6 of 170 comments (clear)

  1. Re:So let's change the algorithm. by sam0737 · · Score: 3, Insightful

    No it's not related to MD5 itself. period.

  2. No need by Mathinker · · Score: 3, Insightful

    It would have been trivial for them to just add a secret salt string to the email before hashing, and that would have solved most of the problem. It is possible that they wanted to be "nice", in that in the case they go out of business, anyone can regenerate the ID's without them. But, as this guy has shown, that's not a great idea.

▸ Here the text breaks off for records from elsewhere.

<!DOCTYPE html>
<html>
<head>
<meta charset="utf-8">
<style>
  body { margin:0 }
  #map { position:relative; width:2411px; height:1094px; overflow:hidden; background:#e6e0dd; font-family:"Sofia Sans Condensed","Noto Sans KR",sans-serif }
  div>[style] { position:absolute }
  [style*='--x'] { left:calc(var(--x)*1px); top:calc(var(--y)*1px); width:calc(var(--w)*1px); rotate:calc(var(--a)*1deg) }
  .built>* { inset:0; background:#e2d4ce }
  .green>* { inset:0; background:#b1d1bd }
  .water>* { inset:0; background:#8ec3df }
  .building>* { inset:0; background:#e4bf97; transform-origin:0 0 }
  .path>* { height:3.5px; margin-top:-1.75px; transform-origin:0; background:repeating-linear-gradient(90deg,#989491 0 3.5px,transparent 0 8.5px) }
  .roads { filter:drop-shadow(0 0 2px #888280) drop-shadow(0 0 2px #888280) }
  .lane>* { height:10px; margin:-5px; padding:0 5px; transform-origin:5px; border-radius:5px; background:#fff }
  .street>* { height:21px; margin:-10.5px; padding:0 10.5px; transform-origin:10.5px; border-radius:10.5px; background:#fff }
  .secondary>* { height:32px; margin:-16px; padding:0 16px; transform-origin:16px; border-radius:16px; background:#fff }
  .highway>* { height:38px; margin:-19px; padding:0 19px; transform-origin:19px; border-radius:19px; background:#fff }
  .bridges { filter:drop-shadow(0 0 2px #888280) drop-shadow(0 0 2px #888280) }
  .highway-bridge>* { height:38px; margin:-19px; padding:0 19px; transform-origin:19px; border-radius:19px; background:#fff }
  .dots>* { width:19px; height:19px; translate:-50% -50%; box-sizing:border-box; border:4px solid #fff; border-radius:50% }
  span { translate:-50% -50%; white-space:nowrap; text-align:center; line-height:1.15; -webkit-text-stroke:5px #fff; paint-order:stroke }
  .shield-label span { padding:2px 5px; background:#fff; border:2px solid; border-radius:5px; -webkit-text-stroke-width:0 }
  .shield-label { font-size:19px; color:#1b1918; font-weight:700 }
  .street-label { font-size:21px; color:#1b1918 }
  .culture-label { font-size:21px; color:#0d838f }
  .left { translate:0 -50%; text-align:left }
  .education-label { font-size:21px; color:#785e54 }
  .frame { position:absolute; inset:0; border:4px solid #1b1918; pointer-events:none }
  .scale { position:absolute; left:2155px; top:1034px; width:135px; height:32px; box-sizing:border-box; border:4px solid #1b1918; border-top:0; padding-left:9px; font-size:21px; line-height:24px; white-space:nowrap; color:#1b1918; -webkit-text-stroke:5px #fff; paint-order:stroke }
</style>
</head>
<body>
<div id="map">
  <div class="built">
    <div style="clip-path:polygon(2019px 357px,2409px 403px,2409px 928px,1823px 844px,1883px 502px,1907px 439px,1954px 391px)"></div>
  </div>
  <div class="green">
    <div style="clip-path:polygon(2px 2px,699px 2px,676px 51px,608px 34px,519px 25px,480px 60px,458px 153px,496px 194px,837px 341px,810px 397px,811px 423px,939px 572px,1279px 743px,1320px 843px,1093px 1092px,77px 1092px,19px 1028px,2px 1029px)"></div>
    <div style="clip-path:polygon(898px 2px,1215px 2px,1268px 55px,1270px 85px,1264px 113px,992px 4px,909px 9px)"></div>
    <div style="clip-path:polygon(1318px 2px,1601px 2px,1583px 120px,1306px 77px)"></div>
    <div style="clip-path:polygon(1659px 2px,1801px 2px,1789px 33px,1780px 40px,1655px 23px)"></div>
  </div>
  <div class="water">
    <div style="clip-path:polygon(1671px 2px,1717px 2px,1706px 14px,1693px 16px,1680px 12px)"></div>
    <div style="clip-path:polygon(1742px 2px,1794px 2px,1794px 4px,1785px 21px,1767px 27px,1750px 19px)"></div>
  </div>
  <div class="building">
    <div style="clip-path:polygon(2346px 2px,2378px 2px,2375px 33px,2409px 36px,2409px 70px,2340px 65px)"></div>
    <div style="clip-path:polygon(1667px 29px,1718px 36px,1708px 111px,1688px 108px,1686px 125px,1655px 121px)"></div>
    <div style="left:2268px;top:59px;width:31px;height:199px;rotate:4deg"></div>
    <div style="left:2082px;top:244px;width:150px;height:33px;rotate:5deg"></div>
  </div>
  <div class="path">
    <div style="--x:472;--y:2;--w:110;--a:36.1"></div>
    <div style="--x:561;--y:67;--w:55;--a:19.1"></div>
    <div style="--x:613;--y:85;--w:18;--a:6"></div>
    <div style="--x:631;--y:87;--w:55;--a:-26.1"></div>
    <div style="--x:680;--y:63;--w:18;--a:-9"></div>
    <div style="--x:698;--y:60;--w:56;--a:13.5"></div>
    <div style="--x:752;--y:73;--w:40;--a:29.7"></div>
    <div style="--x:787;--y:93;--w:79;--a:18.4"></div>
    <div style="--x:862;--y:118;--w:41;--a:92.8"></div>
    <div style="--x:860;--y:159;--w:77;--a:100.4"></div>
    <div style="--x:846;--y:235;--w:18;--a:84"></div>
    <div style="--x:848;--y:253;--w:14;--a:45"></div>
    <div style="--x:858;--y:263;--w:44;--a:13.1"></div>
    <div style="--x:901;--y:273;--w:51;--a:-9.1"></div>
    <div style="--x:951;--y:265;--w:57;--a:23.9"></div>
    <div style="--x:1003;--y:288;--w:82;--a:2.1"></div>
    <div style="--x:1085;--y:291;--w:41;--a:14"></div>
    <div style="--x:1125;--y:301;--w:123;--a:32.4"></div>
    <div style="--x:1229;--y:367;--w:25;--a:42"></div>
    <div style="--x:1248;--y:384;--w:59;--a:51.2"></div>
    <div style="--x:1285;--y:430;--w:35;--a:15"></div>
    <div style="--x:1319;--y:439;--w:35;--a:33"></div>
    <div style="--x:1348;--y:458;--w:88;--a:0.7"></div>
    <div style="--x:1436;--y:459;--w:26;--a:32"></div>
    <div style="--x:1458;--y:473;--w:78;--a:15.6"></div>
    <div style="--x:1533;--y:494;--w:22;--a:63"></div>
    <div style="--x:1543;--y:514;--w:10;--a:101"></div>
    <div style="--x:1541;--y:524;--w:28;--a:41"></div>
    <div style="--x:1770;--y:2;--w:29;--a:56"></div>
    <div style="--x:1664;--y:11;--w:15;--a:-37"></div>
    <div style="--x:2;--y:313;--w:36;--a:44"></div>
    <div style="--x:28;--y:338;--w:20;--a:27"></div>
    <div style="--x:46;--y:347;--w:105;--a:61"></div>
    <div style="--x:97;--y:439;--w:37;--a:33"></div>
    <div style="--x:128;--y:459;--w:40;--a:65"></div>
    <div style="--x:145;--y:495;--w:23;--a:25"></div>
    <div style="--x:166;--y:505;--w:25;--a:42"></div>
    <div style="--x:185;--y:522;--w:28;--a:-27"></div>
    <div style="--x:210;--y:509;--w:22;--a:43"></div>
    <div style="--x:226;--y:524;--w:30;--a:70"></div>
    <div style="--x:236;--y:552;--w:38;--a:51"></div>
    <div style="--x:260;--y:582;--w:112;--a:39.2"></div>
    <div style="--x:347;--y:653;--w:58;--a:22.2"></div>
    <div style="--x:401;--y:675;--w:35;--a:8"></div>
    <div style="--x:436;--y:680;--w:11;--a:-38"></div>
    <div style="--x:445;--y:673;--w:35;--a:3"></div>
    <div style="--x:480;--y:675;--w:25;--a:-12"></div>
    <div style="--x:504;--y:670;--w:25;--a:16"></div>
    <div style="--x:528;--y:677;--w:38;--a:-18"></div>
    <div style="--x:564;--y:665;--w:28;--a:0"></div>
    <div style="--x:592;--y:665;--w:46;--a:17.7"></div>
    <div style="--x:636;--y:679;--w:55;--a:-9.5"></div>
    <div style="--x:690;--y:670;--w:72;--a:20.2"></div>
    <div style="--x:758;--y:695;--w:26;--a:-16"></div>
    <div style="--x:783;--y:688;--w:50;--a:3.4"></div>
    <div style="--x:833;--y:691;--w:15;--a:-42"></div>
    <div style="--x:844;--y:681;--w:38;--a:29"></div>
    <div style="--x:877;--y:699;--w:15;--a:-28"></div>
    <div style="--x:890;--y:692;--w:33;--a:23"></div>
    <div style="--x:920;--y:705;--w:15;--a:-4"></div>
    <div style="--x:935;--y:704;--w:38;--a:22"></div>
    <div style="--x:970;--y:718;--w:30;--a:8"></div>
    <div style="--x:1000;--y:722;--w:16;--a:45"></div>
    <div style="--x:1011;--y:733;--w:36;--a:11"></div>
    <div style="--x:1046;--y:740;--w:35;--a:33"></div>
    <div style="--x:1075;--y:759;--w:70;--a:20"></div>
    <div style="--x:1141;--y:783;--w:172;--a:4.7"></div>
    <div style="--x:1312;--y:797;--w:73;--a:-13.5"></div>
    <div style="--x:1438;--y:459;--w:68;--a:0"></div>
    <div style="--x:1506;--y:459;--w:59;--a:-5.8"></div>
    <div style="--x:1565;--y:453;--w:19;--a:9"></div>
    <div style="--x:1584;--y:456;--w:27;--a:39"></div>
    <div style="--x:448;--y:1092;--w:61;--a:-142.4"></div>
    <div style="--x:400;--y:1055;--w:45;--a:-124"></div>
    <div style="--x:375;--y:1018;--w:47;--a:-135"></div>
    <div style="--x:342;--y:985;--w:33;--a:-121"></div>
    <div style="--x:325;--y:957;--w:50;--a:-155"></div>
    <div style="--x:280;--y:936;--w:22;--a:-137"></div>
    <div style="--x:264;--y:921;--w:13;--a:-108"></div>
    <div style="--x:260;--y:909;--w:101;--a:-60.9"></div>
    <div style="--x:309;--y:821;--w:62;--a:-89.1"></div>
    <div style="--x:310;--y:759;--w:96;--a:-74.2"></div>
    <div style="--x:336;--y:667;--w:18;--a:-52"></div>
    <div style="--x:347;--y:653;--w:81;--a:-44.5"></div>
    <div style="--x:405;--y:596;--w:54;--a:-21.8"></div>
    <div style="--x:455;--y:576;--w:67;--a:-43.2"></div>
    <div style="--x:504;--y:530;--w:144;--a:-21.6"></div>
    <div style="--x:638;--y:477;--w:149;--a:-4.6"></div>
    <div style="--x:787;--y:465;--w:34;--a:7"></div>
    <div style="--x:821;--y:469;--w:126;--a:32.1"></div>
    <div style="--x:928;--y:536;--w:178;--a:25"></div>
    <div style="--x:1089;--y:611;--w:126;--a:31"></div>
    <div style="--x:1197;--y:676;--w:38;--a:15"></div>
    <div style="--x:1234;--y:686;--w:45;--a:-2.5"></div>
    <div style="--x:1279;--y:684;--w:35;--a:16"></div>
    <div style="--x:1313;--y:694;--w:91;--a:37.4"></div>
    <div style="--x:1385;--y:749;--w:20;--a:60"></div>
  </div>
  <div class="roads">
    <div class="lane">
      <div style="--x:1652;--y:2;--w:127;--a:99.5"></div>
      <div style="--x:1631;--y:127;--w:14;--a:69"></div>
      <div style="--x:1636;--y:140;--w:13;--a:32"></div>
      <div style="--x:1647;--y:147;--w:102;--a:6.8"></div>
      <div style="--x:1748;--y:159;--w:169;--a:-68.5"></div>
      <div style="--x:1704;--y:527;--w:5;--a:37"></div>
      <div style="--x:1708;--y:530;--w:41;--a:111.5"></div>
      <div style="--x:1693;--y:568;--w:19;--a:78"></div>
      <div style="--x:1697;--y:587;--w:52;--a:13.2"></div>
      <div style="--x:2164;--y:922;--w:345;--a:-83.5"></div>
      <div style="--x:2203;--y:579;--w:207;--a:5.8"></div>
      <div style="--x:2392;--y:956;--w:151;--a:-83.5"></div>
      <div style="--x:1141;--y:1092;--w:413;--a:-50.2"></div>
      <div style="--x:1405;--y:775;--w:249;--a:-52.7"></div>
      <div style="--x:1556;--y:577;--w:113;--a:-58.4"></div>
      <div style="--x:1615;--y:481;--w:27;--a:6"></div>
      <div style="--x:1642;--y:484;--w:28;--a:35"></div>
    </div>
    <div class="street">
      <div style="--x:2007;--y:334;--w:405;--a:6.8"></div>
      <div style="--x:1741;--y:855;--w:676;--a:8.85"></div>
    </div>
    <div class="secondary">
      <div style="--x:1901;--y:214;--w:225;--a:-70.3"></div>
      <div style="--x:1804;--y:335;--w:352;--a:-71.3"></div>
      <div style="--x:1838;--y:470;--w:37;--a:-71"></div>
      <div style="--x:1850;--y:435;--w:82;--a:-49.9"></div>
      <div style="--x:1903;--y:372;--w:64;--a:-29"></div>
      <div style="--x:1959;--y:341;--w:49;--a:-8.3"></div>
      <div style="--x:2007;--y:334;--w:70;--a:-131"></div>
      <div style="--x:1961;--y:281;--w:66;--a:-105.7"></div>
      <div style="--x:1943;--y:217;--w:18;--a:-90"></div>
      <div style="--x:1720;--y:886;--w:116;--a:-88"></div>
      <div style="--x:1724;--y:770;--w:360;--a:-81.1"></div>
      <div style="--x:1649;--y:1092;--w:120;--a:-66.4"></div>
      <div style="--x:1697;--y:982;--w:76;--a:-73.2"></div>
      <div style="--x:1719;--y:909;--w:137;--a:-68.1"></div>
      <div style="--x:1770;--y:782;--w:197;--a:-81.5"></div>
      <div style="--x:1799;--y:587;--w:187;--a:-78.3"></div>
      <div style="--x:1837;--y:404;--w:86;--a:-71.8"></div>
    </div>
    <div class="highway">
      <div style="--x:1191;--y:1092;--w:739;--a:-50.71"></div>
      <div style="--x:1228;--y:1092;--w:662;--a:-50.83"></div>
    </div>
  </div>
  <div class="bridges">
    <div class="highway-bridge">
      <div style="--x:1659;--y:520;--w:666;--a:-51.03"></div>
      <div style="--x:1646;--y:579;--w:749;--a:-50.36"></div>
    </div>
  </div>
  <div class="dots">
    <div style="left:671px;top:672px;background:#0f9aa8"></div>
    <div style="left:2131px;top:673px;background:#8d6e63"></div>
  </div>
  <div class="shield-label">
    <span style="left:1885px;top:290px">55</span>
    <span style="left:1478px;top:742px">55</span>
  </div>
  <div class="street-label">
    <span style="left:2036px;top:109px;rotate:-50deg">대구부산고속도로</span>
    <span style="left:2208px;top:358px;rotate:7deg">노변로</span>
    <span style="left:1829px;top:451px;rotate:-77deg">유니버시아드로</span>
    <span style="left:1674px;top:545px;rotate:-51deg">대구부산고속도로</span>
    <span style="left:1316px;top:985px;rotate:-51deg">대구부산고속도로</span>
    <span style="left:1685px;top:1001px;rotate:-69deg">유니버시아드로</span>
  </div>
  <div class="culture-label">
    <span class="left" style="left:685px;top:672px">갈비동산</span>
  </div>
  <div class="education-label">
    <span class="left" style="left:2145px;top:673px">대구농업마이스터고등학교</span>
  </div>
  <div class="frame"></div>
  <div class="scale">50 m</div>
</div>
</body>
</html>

  3. Possible workaround by Mathinker · · Score: 3, Insightful

    Can anyone tell me if the "you can add extra stuff after a +" that GMail lets you do is standard in the RFC for all email addresses? If it is, to "fix" this, if you should sign up to Gravatar with an email address using a random string after an added "+" the brute force search on hashes will be much, much harder. (Assuming that your email provider is implementing that part of the standard.)

  4. Re:So let's change the algorithm. by Firehed · · Score: 4, Insightful

    I disagree.

    Granted, those are basically very unsophisticated databases that just store lookup values, but it's relatively easy to bruteforce an MD5 hash down into one of the possible original strings (obviously with any algorithm that has a fixed output size with limitless inputs like MD5 there are infinite inputs that will hash down to a single md5sum, but when you're trying to get a valid email address out of a hash it's easy to pick the right one). Couple that with the fact that in this situation, you know that the entire string is lowercased and probably 60% of the gravatar emails (probably more like 90% actually) are going to come from one of four or five domains... reversal becomes quite easy. If you're bored, you could spin up a few Amazon EC2 or Rackspace Cloud Server instances to dump out some large tables. One each for gmail, yahoo, msn, aol, whatever else; it'd be a very simple script to make. You could probably cover every alphanumeric email address under 12 characters overnight, at a cost of about a dollar and ten minutes of scripting.

    The thing to realize here is that gravatar doesn't md5 emails to hide them from people who want to obscure their identity, just to obscure them from spambots. So it's really a non-issue. If you're that concerned, leave your blog comments with a fake email address.

    --
    How are sites slashdotted when nobody reads TFAs?
  5. Not A Bug by lhunath · · Score: 3, Insightful

    Email addresses are usernames. They are not secret information. If somebody can be bothered enough to find your email address through brute-forcing the MD5 hash of it; you've got bigger problems.

    Far more than "10% of stackoverflow.com's users" can have their email addresses GUESSED far faster. Likely your email address is also FAR easier to establish through a simple Google search on your pseudonyms.

    If you for some odd reason want your email address to be secret; for the same name as wanting a secret pseudonym or using a false name when signing up; register a fake email address instead (and set it up for forwarding). You're giving your email address in clear text to the site's owner and all the internet hops inbetween him and you ANYWAY.

    It's important to learn to distinguish between what is a secret and what is not; and if you want to make things secret, at what level you should put your trust.

    --
    ``OK, so ten out of ten for style, but minus several million for good thinking, yeah?''
  6. Re:So let's change the algorithm. by Eivind · · Score: 3, Insightful

    Doubt it. there's 26 letters and 10 digits, in addition to that . is very common in email-adresses. Thus you get 37 possibilities for each position. 37 to the 12th power is 6582952005840035281 hashes to run, and even if you do 10^9 Hz (i.e. one giga-hash-a-second, which would require on the order of a few hundred cores), you'd still need 208 years to do that many hashes -- then you need to look up each of them in gravatar, and analyze the result for a hit-or-miss.

    "every alphanumeric email-address under 12 characters" is infact much too large a keyspace to reasonably cover overnight with a "very simple script".

    It's not a large enough keyspace to be cryptographically secure, but it's large enough to not be trivially exhaustible.